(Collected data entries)
Start of Block

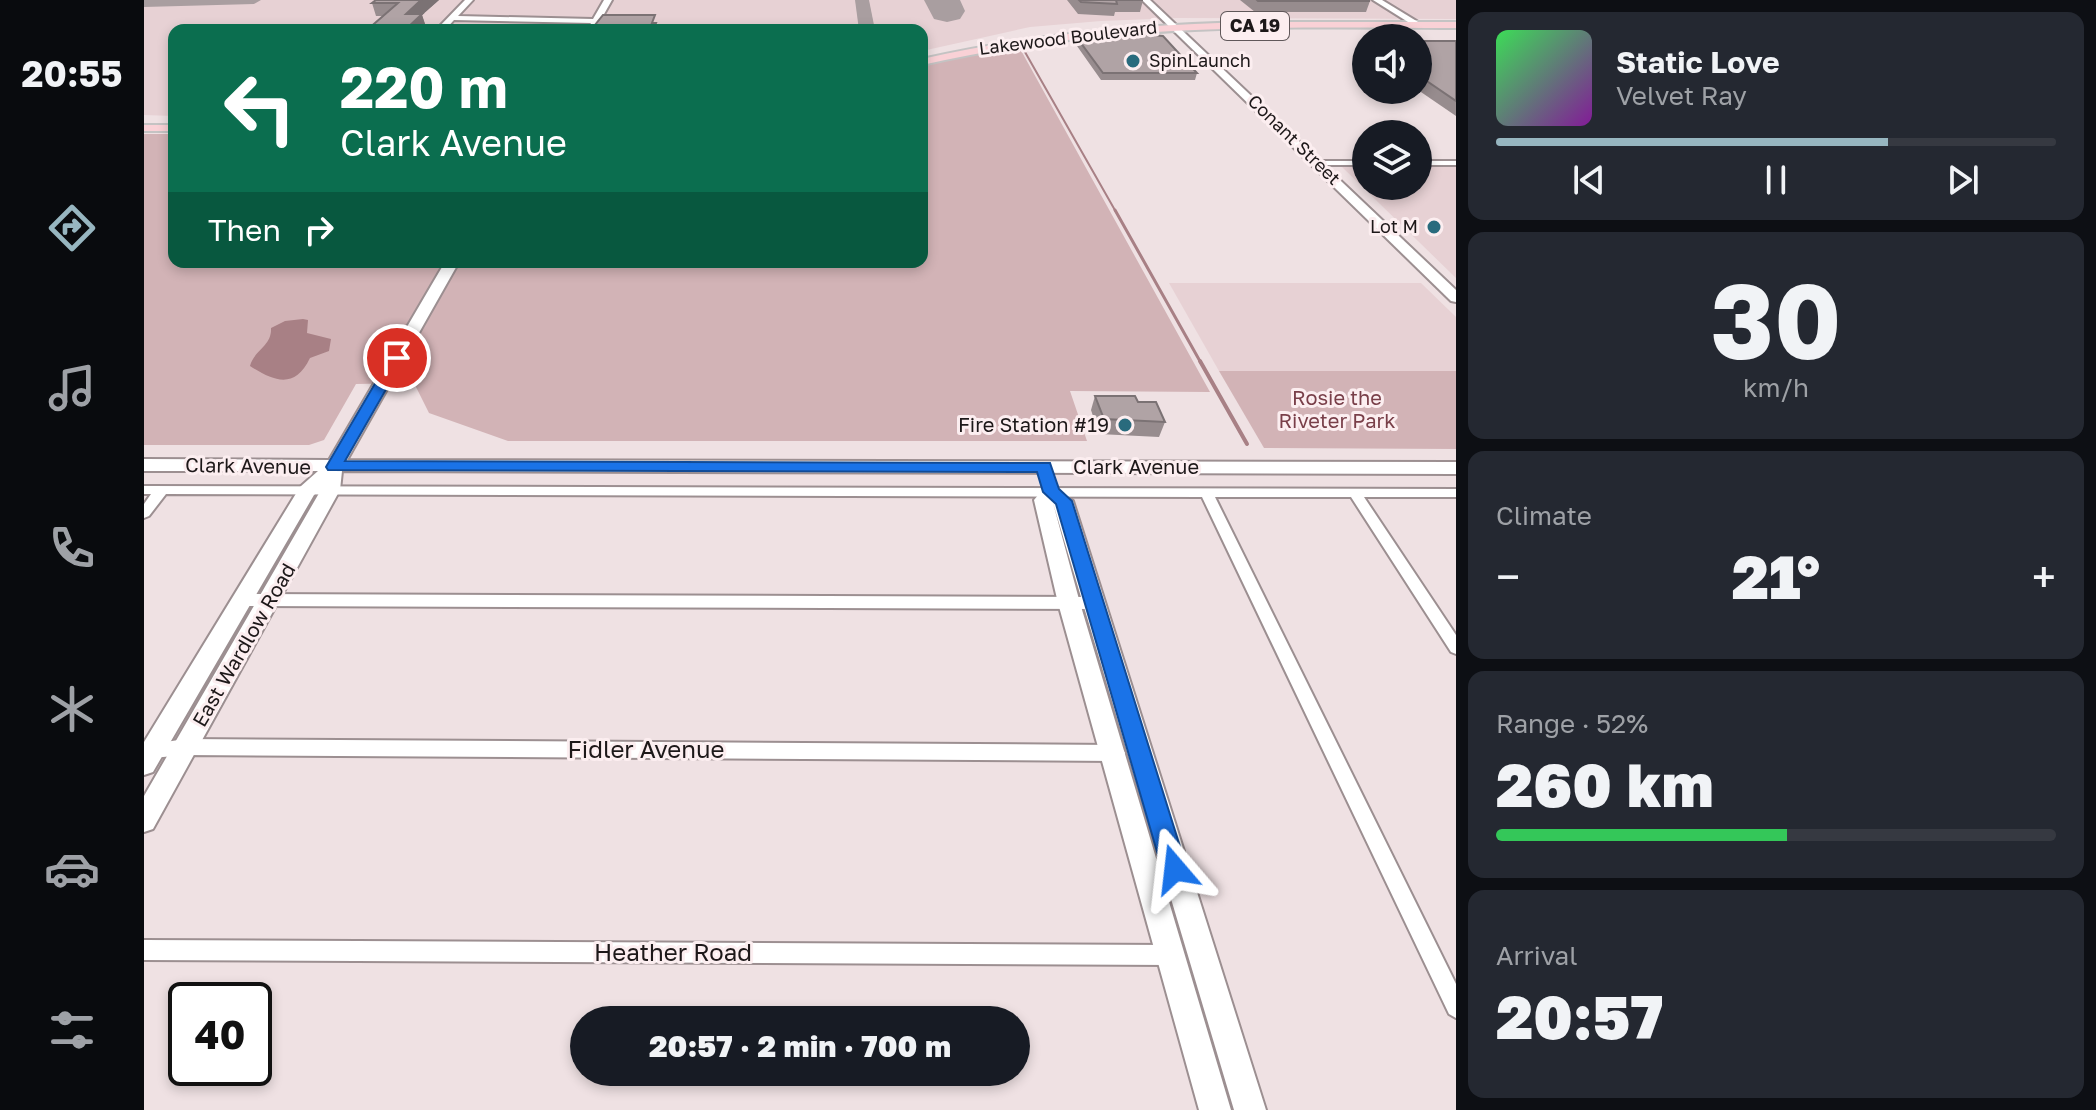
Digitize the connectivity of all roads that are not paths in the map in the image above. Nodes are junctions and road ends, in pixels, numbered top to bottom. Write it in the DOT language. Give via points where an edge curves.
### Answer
graph roads {
  1 [pos="469,0"];
  2 [pos="608,0"];
  3 [pos="1146,0"];
  4 [pos="1377,0"];
  5 [pos="452,18"];
  6 [pos="1171,22"];
  7 [pos="446,24"];
  8 [pos="584,24"];
  9 [pos="594,24"];
  10 [pos="1417,24"];
  11 [pos="1432,24"];
  12 [pos="1456,24"];
  13 [pos="1020,38"];
  14 [pos="928,54"];
  15 [pos="928,61"];
  16 [pos="144,121"];
  17 [pos="168,121"];
  18 [pos="144,128"];
  19 [pos="168,128"];
  20 [pos="1318,163"];
  21 [pos="1352,163"];
  22 [pos="1432,163"];
  23 [pos="1456,163"];
  24 [pos="449,268"];
  25 [pos="1456,298"];
  26 [pos="144,465"];
  27 [pos="334,467"];
  28 [pos="1044,467"];
  29 [pos="1456,468"];
  30 [pos="144,490"];
  31 [pos="162,490"];
  32 [pos="331,490"];
  33 [pos="307,491"];
  34 [pos="1051,492"];
  35 [pos="1206,492"];
  36 [pos="1354,492"];
  37 [pos="1456,493"];
  38 [pos="144,513"];
  39 [pos="242,600"];
  40 [pos="269,600"];
  41 [pos="1081,603"];
  42 [pos="1456,648"];
  43 [pos="185,747"];
  44 [pos="1113,753"];
  45 [pos="1139,754"];
  46 [pos="148,757"];
  47 [pos="144,820"];
  48 [pos="144,950"];
  49 [pos="1169,955"];
  50 [pos="1201,955"];
  51 [pos="1456,1007"];
  52 [pos="1215,1110"];
  53 [pos="1250,1110"];
  1 -- 5 [label="street"];
  2 -- 9 [label="street"];
  3 -- 6 [label="street, Conant Street"];
  4 -- 10 [label="street"];
  5 -- 7 [label="street"];
  5 -- 8 [label="street" via="558,18"];
  6 -- 10 [label="main road, Lakewood Boulevard / CA 19"];
  6 -- 13 [label="main road, Lakewood Boulevard / CA 19"];
  6 -- 20 [label="street, Conant Street"];
  11 -- 12 [label="main road, Lakewood Boulevard / CA 19"];
  13 -- 14 [label="main road, Lakewood Boulevard / CA 19"];
  13 -- 15 [label="main road, Lakewood Boulevard / CA 19"];
  16 -- 17 [label="main road"];
  18 -- 19 [label="main road"];
  20 -- 21 [label="street"];
  20 -- 25 [label="street, Conant Street"];
  22 -- 23 [label="street"];
  24 -- 27 [label="street, East Wardlow Road"];
  26 -- 27 [label="street, Clark Avenue"];
  27 -- 28 [label="street, Clark Avenue"];
  27 -- 32 [label="street, East Wardlow Road"];
  27 -- 33 [label="street, East Wardlow Road"];
  28 -- 29 [label="street, Clark Avenue"];
  28 -- 34 [label="street"];
  30 -- 31 [label="street, Clark Avenue"];
  31 -- 33 [label="street, Clark Avenue"];
  31 -- 38 [label="street"];
  32 -- 33 [label="street, Clark Avenue"];
  32 -- 34 [label="street, Clark Avenue"];
  32 -- 40 [label="street, East Wardlow Road"];
  33 -- 39 [label="street, East Wardlow Road"];
  34 -- 35 [label="street, Clark Avenue"];
  34 -- 41 [label="street" via="1043,500"];
  35 -- 36 [label="street, Clark Avenue"];
  35 -- 51 [label="street"];
  36 -- 37 [label="street, Clark Avenue"];
  36 -- 42 [label="street"];
  39 -- 40 [label="street"];
  39 -- 46 [label="street, East Wardlow Road"];
  40 -- 41 [label="street"];
  40 -- 43 [label="street, East Wardlow Road"];
  41 -- 44 [label="street"];
  41 -- 45 [label="street"];
  43 -- 44 [label="street, Fidler Avenue"];
  43 -- 46 [label="street, Fidler Avenue"];
  43 -- 47 [label="street, East Wardlow Road"];
  44 -- 45 [label="street, Fidler Avenue"];
  44 -- 49 [label="street"];
  45 -- 50 [label="street"];
  48 -- 49 [label="street, Heather Road"];
  49 -- 50 [label="street, Heather Road"];
  49 -- 52 [label="street"];
  50 -- 53 [label="street"];
}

End of Block

# Task prompt:
Report all lines in the records that include the string "Clark".

# Answer box:
  26 -- 27 [label="street, Clark Avenue"];
  27 -- 28 [label="street, Clark Avenue"];
  28 -- 29 [label="street, Clark Avenue"];
  30 -- 31 [label="street, Clark Avenue"];
  31 -- 33 [label="street, Clark Avenue"];
  32 -- 33 [label="street, Clark Avenue"];
  32 -- 34 [label="street, Clark Avenue"];
  34 -- 35 [label="street, Clark Avenue"];
  35 -- 36 [label="street, Clark Avenue"];
  36 -- 37 [label="street, Clark Avenue"];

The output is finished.